June 9, 2013 in American literature, Classic Literature, Classic Writers, Cocktails Inspired by Literature, Food, Music, Summer Fun

So you want to throw a party, old sport? A fabulous soiree that those on the East Egg would envy from across the bay? Now, I’m no Jay Gatsby, but I think we can put something together that’s pretty spectacular.

SETTING:

The ideal way to create a decadent party-going atmosphere would be to find yourself a mansion on the water as close as possible to old money (Newport, Rhode Island, perhaps?). Surround yourself with well-manicured gardens, and extravagant sunset views are a must!

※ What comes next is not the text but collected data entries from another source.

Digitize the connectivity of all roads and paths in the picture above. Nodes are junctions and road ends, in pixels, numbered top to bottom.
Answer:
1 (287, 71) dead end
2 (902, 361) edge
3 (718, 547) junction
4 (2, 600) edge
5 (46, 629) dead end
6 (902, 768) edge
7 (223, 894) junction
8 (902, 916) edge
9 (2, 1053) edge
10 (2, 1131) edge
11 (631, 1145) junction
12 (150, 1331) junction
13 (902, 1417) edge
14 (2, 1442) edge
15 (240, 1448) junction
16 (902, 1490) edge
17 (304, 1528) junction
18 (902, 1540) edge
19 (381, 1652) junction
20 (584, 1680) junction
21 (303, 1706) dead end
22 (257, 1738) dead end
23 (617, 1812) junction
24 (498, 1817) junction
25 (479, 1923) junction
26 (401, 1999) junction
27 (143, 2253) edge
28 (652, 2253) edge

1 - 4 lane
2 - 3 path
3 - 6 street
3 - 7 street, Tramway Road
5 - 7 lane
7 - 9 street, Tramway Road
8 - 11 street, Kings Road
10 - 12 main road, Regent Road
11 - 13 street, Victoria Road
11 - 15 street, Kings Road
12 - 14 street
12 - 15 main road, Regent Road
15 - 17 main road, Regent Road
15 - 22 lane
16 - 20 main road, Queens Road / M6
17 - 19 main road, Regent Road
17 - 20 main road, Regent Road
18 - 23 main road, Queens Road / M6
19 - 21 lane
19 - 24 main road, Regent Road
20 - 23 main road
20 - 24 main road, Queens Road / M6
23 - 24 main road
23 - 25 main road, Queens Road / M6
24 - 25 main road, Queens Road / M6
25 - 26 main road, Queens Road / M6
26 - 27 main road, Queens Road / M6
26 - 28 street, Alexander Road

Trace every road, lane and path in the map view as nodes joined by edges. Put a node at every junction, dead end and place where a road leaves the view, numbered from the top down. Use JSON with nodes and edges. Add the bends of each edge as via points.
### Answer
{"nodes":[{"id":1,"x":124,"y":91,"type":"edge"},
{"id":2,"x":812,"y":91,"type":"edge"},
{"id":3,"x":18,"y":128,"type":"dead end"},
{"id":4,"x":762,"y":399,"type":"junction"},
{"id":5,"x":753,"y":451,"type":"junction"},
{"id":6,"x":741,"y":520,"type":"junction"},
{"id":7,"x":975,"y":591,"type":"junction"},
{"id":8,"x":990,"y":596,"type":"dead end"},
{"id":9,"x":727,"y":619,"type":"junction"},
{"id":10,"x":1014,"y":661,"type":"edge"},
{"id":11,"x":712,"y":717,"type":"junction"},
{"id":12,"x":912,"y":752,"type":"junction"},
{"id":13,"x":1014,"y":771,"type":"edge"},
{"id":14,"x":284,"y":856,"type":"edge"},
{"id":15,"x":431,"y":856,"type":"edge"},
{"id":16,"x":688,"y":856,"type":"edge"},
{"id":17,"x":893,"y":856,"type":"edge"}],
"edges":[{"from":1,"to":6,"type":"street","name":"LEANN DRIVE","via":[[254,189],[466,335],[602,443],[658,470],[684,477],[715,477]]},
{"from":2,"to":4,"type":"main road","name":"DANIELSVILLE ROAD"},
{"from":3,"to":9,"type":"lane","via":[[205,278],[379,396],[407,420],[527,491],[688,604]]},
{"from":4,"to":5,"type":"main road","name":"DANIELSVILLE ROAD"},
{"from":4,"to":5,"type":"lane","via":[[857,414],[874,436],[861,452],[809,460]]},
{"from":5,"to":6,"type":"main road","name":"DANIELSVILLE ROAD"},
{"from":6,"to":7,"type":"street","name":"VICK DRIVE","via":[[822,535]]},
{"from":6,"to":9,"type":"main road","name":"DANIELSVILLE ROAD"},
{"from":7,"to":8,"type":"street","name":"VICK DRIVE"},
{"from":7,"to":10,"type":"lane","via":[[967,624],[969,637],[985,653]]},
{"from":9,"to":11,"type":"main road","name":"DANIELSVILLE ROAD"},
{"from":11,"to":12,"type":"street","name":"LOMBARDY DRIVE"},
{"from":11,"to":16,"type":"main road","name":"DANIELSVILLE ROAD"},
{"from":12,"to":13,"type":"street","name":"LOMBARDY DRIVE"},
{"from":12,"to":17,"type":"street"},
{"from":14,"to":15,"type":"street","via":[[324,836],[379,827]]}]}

Barring the many years necessary to acquire the funds (and the availability of appropriate historic mansions), it is possible to create an almost-as-good environment in your own home. Dim lighting is a necessity, and tastefully hung strings of white lights can foster an intimate setting. Your daily household clutter will, of course, be hidden away, and simple table cloths will add a feeling of elegance.

ENTERTAINMENT

Scrounging up an orchestra complete with oboes, trombones and saxophones would be for the best, but a playlist chock-full of speakeasy-flavor jazz music will do the trick as well. Duke Ellington would be a great place to start, but you can also find lengthy 1920s playlists already compiled on music sharing services such as Spotify.

COSTUME

A dress code, of course, will get all attendees in the right mood. If men do not own “white flannels” akin to Nick Carroway’s threads, elegant dress in the form of bowties, fedoras, and pastels of all types will be considered acceptable. Women should plan on sticking to the 1920s flapper style of loose dresses, long pearls, extravagant broaches, and flowered and/or beaded hair pieces. Oh, and shawls! Shawls of all types!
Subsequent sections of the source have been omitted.